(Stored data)
* * * * *

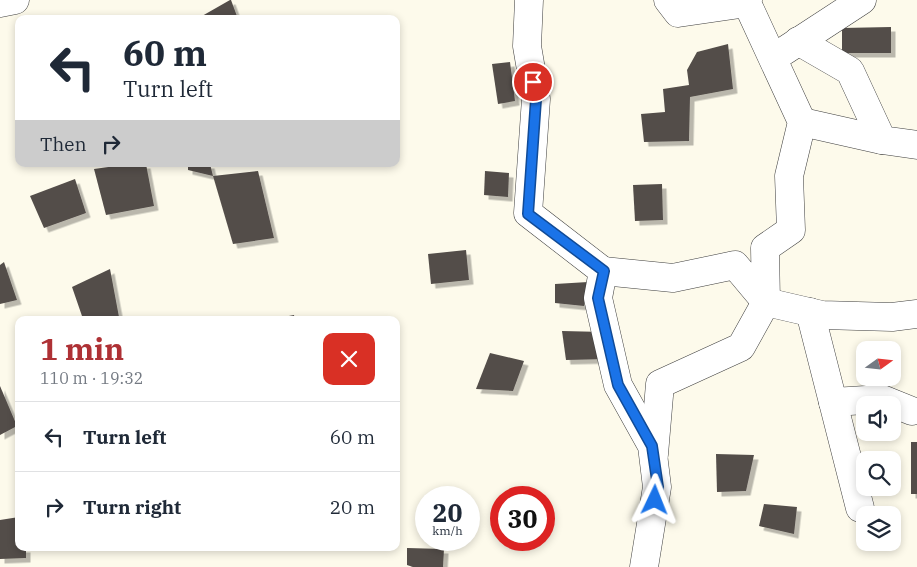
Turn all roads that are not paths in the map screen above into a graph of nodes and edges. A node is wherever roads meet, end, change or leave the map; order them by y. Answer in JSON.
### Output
{"nodes":[{"id":1,"x":15,"y":0,"type":"edge"},
{"id":2,"x":529,"y":0,"type":"edge"},
{"id":3,"x":668,"y":0,"type":"edge"},
{"id":4,"x":862,"y":0,"type":"edge"},
{"id":5,"x":747,"y":2,"type":"edge"},
{"id":6,"x":0,"y":3,"type":"edge"},
{"id":7,"x":798,"y":42,"type":"junction"},
{"id":8,"x":772,"y":58,"type":"junction"},
{"id":9,"x":802,"y":122,"type":"junction"},
{"id":10,"x":882,"y":140,"type":"junction"},
{"id":11,"x":917,"y":145,"type":"edge"},
{"id":12,"x":604,"y":271,"type":"junction"},
{"id":13,"x":766,"y":302,"type":"junction"},
{"id":14,"x":810,"y":312,"type":"junction"},
{"id":15,"x":917,"y":314,"type":"edge"},
{"id":16,"x":833,"y":402,"type":"junction"},
{"id":17,"x":912,"y":411,"type":"dead end"},
{"id":18,"x":654,"y":460,"type":"junction"},
{"id":19,"x":859,"y":506,"type":"edge"},
{"id":20,"x":644,"y":567,"type":"edge"}],
"edges":[{"from":1,"to":6,"type":"street"},
{"from":2,"to":12,"type":"street"},
{"from":3,"to":5,"type":"street"},
{"from":4,"to":7,"type":"street"},
{"from":5,"to":8,"type":"street"},
{"from":7,"to":8,"type":"street"},
{"from":7,"to":10,"type":"street"},
{"from":8,"to":9,"type":"street"},
{"from":9,"to":10,"type":"street"},
{"from":9,"to":13,"type":"street"},
{"from":10,"to":11,"type":"street"},
{"from":12,"to":13,"type":"street"},
{"from":12,"to":18,"type":"street"},
{"from":13,"to":14,"type":"street"},
{"from":13,"to":18,"type":"street"},
{"from":14,"to":15,"type":"street"},
{"from":14,"to":16,"type":"street"},
{"from":16,"to":17,"type":"street"},
{"from":16,"to":19,"type":"street"},
{"from":18,"to":20,"type":"street"}]}
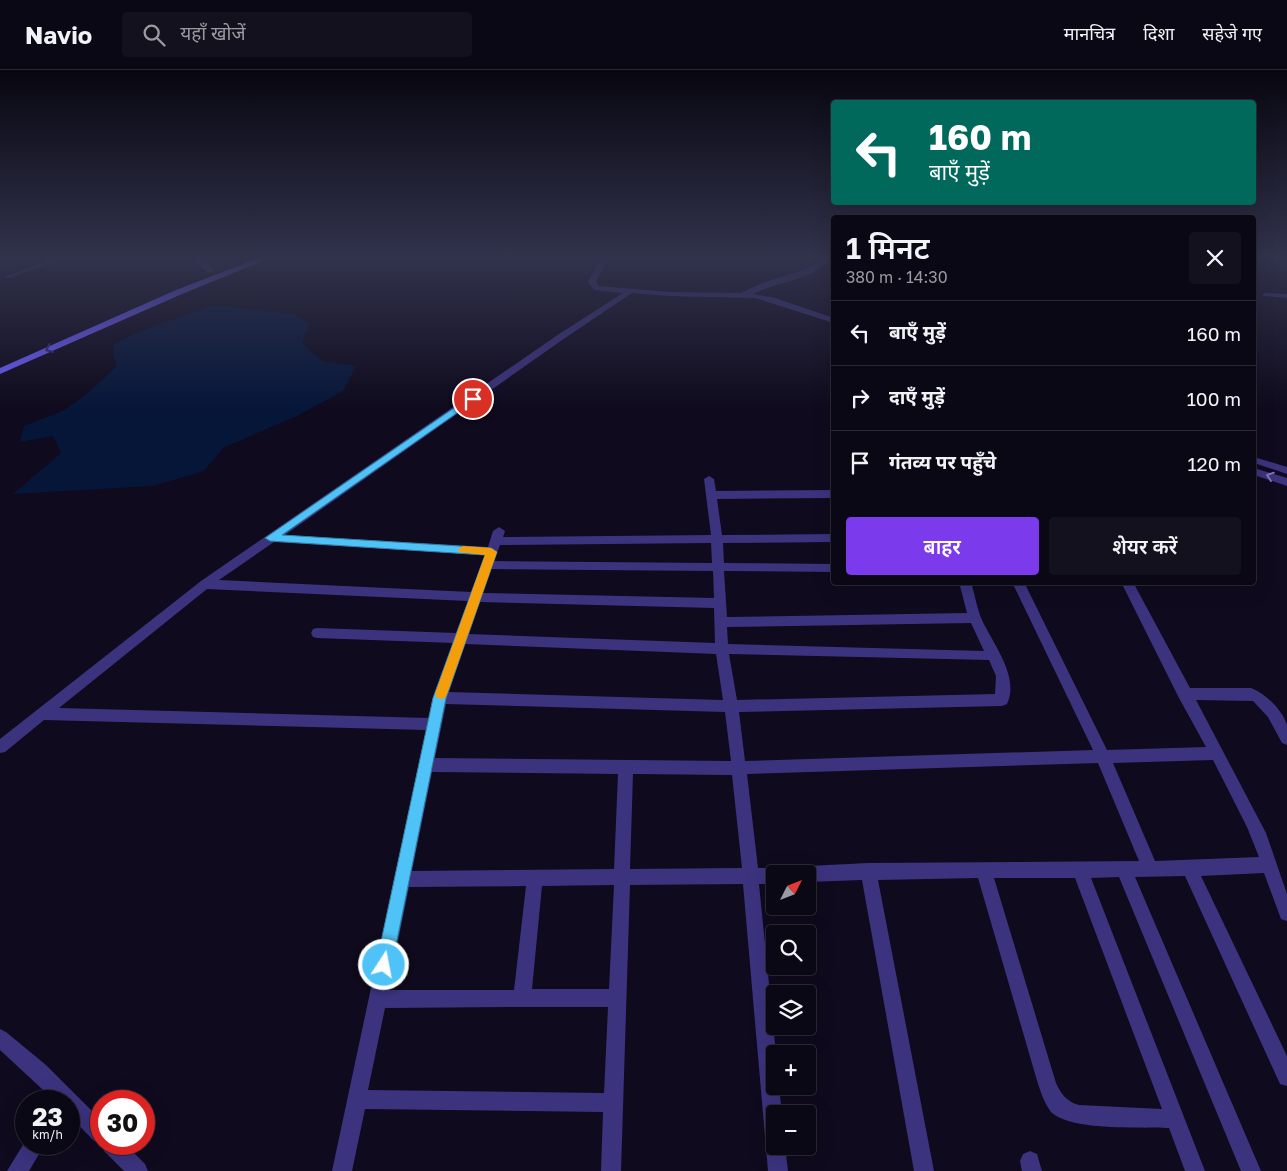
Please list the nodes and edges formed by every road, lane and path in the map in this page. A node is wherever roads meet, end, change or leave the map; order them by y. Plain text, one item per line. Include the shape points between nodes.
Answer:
1 (127, 307) edge
2 (144, 307) edge
3 (606, 307) edge
4 (794, 307) edge
5 (831, 320) edge
6 (0, 362) edge
7 (0, 371) edge
8 (1256, 461) edge
9 (1287, 471) edge
10 (1256, 472) edge
11 (709, 479) dead end
12 (1287, 482) edge
13 (831, 494) edge
14 (712, 495) junction
15 (270, 538) junction
16 (831, 538) edge
17 (717, 539) junction
18 (493, 547) junction
19 (718, 567) junction
20 (831, 568) edge
21 (205, 584) junction
22 (966, 585) edge
23 (1019, 585) edge
24 (1129, 585) edge
25 (476, 597) junction
26 (720, 603) junction
27 (976, 618) junction
28 (721, 622) junction
29 (317, 633) dead end
30 (460, 639) junction
31 (722, 649) junction
32 (985, 656) dead end
33 (1184, 694) junction
34 (440, 698) junction
35 (731, 706) junction
36 (42, 714) junction
37 (434, 724) junction
38 (1287, 739) edge
39 (0, 747) edge
40 (1216, 753) junction
41 (1103, 757) junction
42 (425, 764) junction
43 (626, 767) junction
44 (739, 768) junction
45 (1268, 865) junction
46 (1150, 868) junction
47 (1124, 869) junction
48 (1190, 869) junction
49 (1080, 870) junction
50 (984, 871) junction
51 (868, 872) junction
52 (816, 874) edge
53 (766, 876) edge
54 (750, 877) junction
55 (535, 878) junction
56 (622, 878) junction
57 (402, 879) junction
58 (1287, 913) edge
59 (522, 998) junction
60 (618, 998) junction
61 (377, 999) junction
62 (0, 1038) edge
63 (1287, 1077) edge
64 (55, 1090) edge
65 (357, 1099) junction
66 (614, 1103) junction
67 (772, 1105) edge
68 (80, 1114) edge
69 (1175, 1119) junction
70 (90, 1124) edge
71 (28, 1155) edge
72 (122, 1155) edge
73 (777, 1155) edge
74 (17, 1171) edge
75 (138, 1171) edge
76 (342, 1171) edge
77 (611, 1171) edge
78 (778, 1171) edge
79 (924, 1171) edge
80 (1195, 1171) edge
81 (1252, 1171) edge

1 - 6 main road
2 -> 7 main road
3 - 15 street
4 - 5 street
8 - 9 street
12 -> 10 street
11 - 14 street
13 - 14 street
14 - 17 street
15 - 18 street
15 - 21 street
16 - 17 street
17 - 18 street
17 - 19 street
18 - 19 street
18 - 25 street
19 - 20 street
19 - 26 street
21 - 25 street
21 - 36 street
22 - 27 street
23 - 41 street
24 - 33 street
25 - 26 street
25 - 30 street
26 - 28 street
27 - 28 street
27 - 35 street via 1003,676 1002,700
28 - 31 street
29 - 30 street
30 - 31 street
30 - 34 street
31 - 32 street
31 - 35 street
33 - 38 street via 1259,696
33 - 40 street
34 - 35 street
34 - 37 street
35 - 44 street
36 - 37 street
36 - 39 street
37 - 42 street
40 - 41 street
40 - 45 street via 1253,822
41 - 44 street
41 - 46 street
42 - 43 street
42 - 57 street
43 - 44 street
43 - 56 street
44 - 54 street
45 - 48 street
45 - 58 street
46 - 47 street
46 - 48 street
47 - 49 street
47 - 81 street
48 - 63 street
49 - 50 street
49 - 69 street
50 - 51 street
50 - 69 street via 1054,1101 1065,1111 1080,1115
51 - 52 street
51 - 79 street
53 - 54 street
54 - 56 street
54 - 67 street
55 - 56 street
55 - 57 street
55 - 59 street
56 - 60 street
57 - 61 street
59 - 60 street
59 - 61 street
60 - 66 street
61 - 65 street
62 - 64 street
65 - 66 street
65 - 76 street
66 - 77 street
68 - 70 street
69 - 80 street
71 - 74 street
72 - 75 street
73 - 78 street

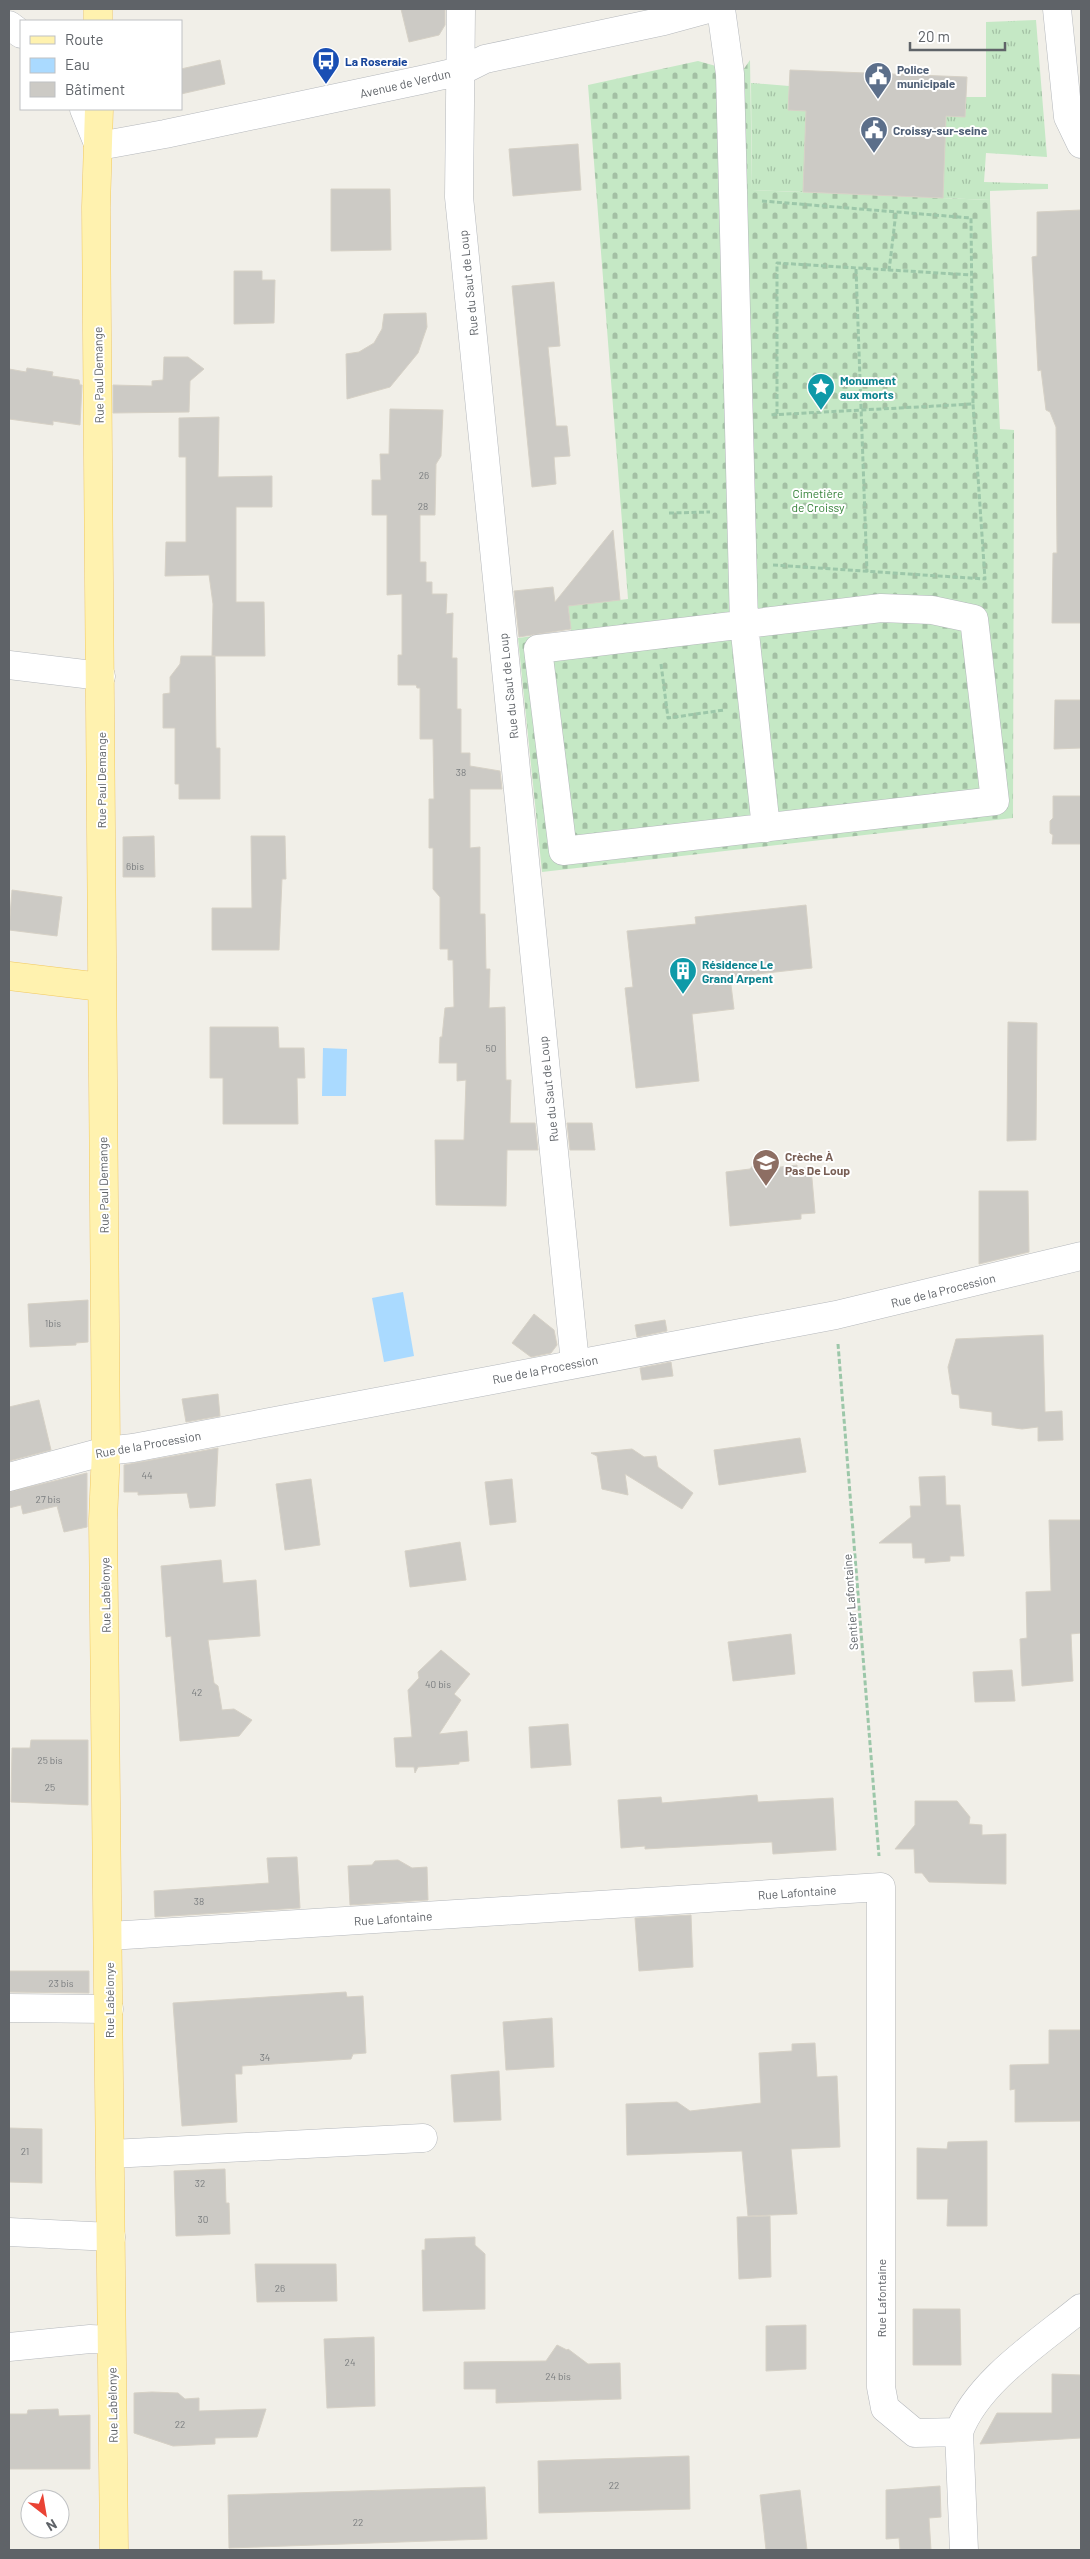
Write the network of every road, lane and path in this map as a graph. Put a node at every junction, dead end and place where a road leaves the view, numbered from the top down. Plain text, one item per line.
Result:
1 (461, 9) edge
2 (708, 9) edge
3 (721, 9) edge
4 (1057, 9) edge
5 (9, 25) edge
6 (20, 33) edge
7 (461, 71) junction
8 (84, 110) edge
9 (99, 110) edge
10 (1081, 144) edge
11 (99, 146) junction
12 (733, 199) junction
13 (896, 212) junction
14 (856, 269) junction
15 (889, 271) junction
16 (972, 275) junction
17 (973, 404) junction
18 (861, 410) junction
19 (777, 414) junction
20 (739, 416) junction
21 (741, 512) junction
22 (668, 513) dead end
23 (742, 563) junction
24 (867, 572) junction
25 (744, 624) junction
26 (657, 634) junction
27 (9, 665) edge
28 (101, 676) junction
29 (752, 706) junction
30 (766, 828) junction
31 (9, 976) edge
32 (101, 987) junction
33 (1081, 1256) edge
34 (836, 1315) junction
35 (575, 1363) junction
36 (106, 1451) junction
37 (9, 1476) edge
38 (881, 1887) junction
39 (110, 1936) junction
40 (9, 2008) edge
41 (109, 2009) junction
42 (423, 2138) dead end
43 (111, 2154) junction
44 (9, 2232) edge
45 (111, 2236) junction
46 (1081, 2308) edge
47 (111, 2340) junction
48 (9, 2346) edge
49 (960, 2432) junction
50 (114, 2550) edge
51 (964, 2550) edge

1 - 7 street, Rue du Saut de Loup
2 - 7 street, Avenue de Verdun
3 - 12 street
4 - 10 street
5 - 6 street
7 - 11 street, Avenue de Verdun
7 - 35 street, Rue du Saut de Loup
8 - 11 street
9 - 11 main road, Rue Paul Demange
11 - 28 main road, Rue Paul Demange
12 - 13 path
12 - 20 street
13 - 15 path
13 - 16 path
14 - 15 path
14 - 18 path
14 - 19 path
15 - 16 path
16 - 17 path
17 - 18 path
17 - 24 path
18 - 19 path
18 - 24 path
19 - 20 path
20 - 21 street
21 - 22 path
21 - 23 street
23 - 24 path
23 - 25 street
25 - 26 street
25 - 29 street
25 - 30 street
26 - 29 path
26 - 30 street
27 - 28 street
28 - 32 main road, Rue Paul Demange
29 - 30 street
31 - 32 main road
32 - 36 main road, Rue Paul Demange
33 - 34 street, Rue de la Procession
34 - 35 street, Rue de la Procession
34 - 38 path, Sentier Lafontaine
35 - 36 street, Rue de la Procession
36 - 37 street, Rue de la Procession
36 - 39 main road, Rue Labélonye
38 - 39 street, Rue Lafontaine
38 - 49 street, Rue Lafontaine
39 - 41 main road, Rue Labélonye
40 - 41 street
41 - 43 main road, Rue Labélonye
42 - 43 street
43 - 45 main road, Rue Labélonye
44 - 45 street
45 - 47 main road, Rue Labélonye
46 - 49 street
47 - 48 street
47 - 50 main road, Rue Labélonye
49 - 51 street

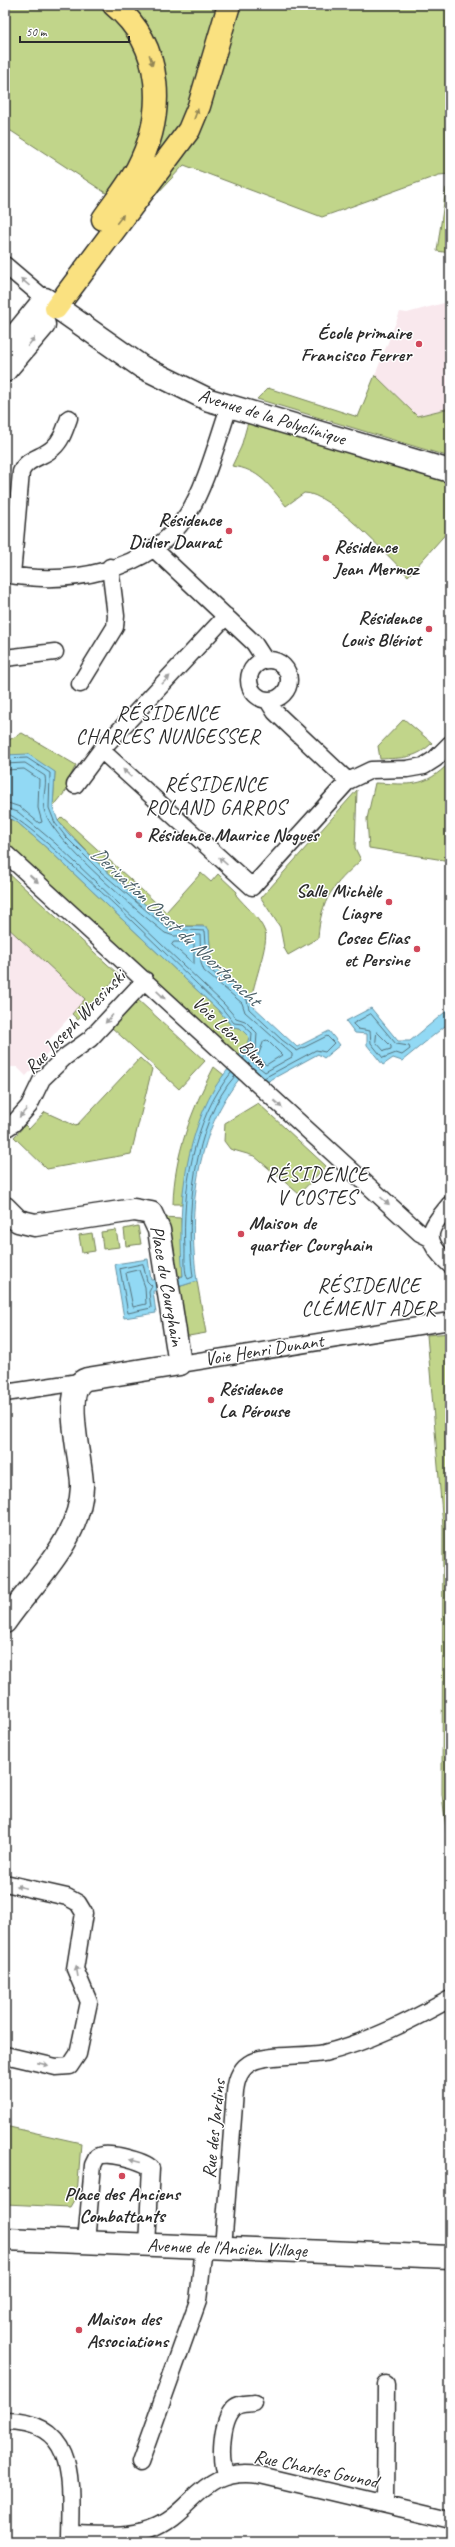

* * * * *

Select the lines from the entries that include the word "meet".

Turn all roads that are not paths in the map screen above into a graph of nodes and edges. A node is wherever roads meet, end, change or leave the map; order them by y. Answer in JSON.
Please list the nodes and edges formed by every road, lane and path in the map in this page. A node is wherever roads meet, end, change or leave the map; order them by y. Plain text, one item per line. Include the shape points between nodes.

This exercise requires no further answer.